# MATERIAL SUPPLIED
+ + +

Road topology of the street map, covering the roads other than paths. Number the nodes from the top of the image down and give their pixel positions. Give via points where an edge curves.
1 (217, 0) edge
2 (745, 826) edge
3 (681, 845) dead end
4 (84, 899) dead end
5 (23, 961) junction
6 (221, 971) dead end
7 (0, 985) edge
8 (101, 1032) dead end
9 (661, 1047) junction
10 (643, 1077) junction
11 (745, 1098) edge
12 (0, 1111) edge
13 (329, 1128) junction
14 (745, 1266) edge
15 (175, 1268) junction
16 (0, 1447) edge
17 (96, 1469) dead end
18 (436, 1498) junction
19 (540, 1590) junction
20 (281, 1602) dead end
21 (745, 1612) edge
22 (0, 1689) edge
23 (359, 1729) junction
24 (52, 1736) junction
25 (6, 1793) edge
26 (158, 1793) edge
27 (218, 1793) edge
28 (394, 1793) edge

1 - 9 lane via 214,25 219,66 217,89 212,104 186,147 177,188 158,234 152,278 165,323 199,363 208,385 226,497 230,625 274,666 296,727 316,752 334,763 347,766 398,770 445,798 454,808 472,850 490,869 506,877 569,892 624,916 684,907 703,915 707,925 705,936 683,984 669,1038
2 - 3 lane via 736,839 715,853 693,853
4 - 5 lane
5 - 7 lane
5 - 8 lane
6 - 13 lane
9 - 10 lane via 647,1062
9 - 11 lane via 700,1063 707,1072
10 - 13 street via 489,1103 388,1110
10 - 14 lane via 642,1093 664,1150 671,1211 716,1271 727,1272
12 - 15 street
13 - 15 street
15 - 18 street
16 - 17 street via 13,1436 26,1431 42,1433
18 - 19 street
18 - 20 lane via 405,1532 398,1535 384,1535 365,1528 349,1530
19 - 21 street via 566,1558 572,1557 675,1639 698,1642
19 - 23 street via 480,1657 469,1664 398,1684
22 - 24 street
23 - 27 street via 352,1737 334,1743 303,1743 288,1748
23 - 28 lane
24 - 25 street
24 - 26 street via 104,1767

+ + +

The total wanted is the number of lines in the entries above that contain "lane". Give it alone.

# OUTPUT
11